Search the data below, and report every line in which "Советская" occurs.

(Records contained in a dataset)
☆ ☆ ☆

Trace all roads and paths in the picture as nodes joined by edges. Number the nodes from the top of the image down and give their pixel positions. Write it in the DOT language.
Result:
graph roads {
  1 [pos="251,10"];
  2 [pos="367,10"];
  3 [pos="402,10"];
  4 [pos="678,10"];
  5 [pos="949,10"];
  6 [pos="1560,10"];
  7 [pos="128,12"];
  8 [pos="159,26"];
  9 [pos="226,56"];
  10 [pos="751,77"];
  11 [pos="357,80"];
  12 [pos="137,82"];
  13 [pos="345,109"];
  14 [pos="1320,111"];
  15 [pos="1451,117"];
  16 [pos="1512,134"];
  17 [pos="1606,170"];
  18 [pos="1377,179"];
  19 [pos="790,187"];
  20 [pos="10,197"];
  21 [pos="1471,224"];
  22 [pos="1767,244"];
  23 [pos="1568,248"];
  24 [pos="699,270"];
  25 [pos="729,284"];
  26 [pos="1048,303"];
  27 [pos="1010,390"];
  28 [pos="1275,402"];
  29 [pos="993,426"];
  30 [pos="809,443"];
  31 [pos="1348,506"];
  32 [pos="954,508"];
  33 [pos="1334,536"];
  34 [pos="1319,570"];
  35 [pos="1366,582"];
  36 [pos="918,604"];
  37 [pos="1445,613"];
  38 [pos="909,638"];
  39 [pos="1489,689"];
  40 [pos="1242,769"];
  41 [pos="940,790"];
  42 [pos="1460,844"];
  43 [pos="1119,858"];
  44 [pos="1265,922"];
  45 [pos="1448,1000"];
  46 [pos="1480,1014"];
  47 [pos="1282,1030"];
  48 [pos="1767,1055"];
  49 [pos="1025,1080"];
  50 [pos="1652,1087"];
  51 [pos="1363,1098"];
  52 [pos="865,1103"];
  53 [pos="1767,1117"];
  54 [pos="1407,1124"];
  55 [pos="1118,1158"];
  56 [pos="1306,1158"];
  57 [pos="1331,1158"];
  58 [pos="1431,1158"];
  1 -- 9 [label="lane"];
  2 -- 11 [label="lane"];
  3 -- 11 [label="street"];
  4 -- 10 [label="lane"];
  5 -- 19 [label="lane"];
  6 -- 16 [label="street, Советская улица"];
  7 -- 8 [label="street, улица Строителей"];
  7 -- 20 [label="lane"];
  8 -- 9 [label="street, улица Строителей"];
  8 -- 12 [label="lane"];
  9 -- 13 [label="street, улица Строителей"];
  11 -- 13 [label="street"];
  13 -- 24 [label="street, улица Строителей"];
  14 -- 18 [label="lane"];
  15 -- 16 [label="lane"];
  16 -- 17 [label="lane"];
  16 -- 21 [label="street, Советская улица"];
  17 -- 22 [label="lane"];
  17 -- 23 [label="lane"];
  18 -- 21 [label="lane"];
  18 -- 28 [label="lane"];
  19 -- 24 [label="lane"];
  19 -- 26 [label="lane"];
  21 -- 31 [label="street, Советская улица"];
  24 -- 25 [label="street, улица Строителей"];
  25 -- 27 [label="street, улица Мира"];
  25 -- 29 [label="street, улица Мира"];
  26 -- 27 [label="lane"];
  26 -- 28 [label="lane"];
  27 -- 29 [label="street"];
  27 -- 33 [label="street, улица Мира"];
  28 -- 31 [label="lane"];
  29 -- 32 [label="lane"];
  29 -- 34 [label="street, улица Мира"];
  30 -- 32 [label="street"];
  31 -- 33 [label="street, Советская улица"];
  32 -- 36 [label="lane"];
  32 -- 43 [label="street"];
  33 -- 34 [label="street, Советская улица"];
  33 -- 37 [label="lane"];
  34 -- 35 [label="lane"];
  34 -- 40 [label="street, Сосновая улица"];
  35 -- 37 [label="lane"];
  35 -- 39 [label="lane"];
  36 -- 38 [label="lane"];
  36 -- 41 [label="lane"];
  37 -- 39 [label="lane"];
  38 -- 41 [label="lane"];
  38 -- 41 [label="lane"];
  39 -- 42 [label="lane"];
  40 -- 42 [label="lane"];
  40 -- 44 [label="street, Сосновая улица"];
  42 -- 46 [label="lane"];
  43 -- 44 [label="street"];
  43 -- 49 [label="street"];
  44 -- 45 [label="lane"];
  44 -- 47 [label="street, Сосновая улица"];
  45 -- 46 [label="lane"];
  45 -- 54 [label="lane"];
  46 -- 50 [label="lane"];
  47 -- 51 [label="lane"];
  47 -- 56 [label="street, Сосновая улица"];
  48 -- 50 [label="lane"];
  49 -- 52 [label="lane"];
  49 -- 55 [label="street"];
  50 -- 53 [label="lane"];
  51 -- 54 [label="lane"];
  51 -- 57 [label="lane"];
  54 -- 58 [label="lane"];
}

☆ ☆ ☆

◆ Response to this task ◆
  6 -- 16 [label="street, Советская улица"];
  16 -- 21 [label="street, Советская улица"];
  21 -- 31 [label="street, Советская улица"];
  31 -- 33 [label="street, Советская улица"];
  33 -- 34 [label="street, Советская улица"];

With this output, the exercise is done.